In the 1970’s, the sociological circumstances in the mid 70’s which led to the mass abdication of string theory seemed to be ‘t Hooft’s renormalization results and the subsequent “rebirth” of field theory. In this case, what led to string theory’s first demise is pretty much how traditional science should work, when a better theory makes predictions that are subsequently confirmed by experimental results. Perhaps why there hasn’t been a mass abdication yet in today’s string theory, maybe has to do with the fact that the “dream” of the “holy grail” in a consistent theory of quantum gravity, is still very much alive and well in the spirits and minds of many string theory folks.

For many “mass movements” in history, whether benevolent or malevolent, there’s almost always a “dream” and/or “utopia” of some sort that is used to sustain the movement which keeps the “true believers” in line, as well as a way to get new recruits to their cause. Even once the “mass movement” becomes the “status quo”, the “dream” and/or “utopia” is still repeated over and over as propaganda. (This is what happened in many communist countries, like Soviet Russia and China, after awhile). The systems created by the “mass movements” usually start to crumble and eventually self-destruct when the propaganda of the “dream” and/or “utopia” can no longer sustain the spirits and minds of the people.

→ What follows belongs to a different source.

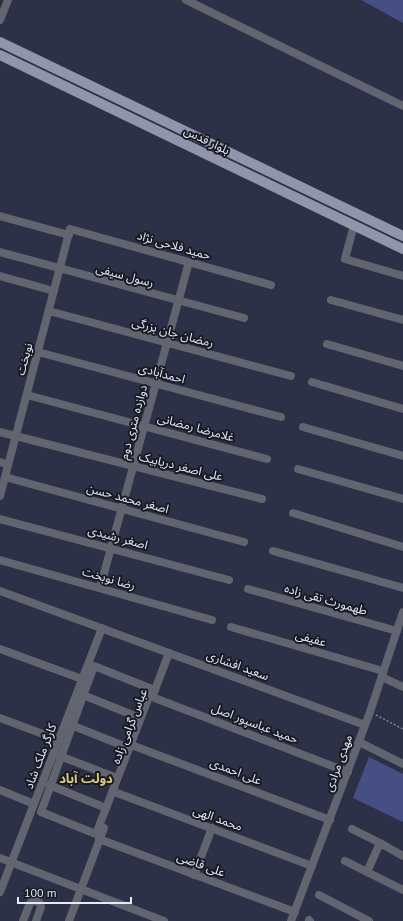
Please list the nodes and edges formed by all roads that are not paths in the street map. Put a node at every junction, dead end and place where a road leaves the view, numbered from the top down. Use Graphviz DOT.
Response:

The only obvious scenario I can think of that could greatly destroy the “dream” of the “holy grail” of a consistent quantum gravity theory in the form of string theory, would be if Witten publicly abdicates and drops string theory for good.

Sure, one could attack any kind of speculative work as “wishful thinking”, but I don’t think I’m doing that. In 1984 when people were hopeful that their new speculation was about to lead to some real predictions, that was one thing. Twenty years later, after the accumulation of a lot of evidence that this idea doesn’t work, that’s something else.

My comment about sociology was meant to refer more to the question of why the more senior leaders of this field haven’t given up and moved on to something else. The question of what a young theorist should do and what the sociological pressures are for them is a bit different. String theory is by now such a huge subject that there are plenty of things for someone starting out to try and do something with, and they’re not the ones who should be expected to take leadership and change the direction of the whole field. Whether LQG or string theory or whatever, it’s very hard to start a career in this business, and no one does it because it is the easy thing to do.

The fact that string theory includes so many different approaches allows you to find one that is at least mathematically interesting and may lead somewhere. While I’m not doing string theory, the Dirac operator on certain loop spaces is also a crucial part of what I’ve been thinking about, so if string theory leads you there, that’s great.

since this blog does not support threaded comments my reply to Peter Woit’s comment appeared as a reply to your comment.

Yes, I fully agree with what you say. ‘Fortunate’ and ‘unfortunate’ are inappropriate adjectives in this context, anyway, their only purpose being in casual conversation. There are facts and there is right and wrong, and we need to figure it out.

P.S. BTW, thanks for all the stuff that you make available online. I have learned GR from your notes (well, and some other reading, too, of course) and have tutored a GR class using them. Really nice. But I guess you have heard that before…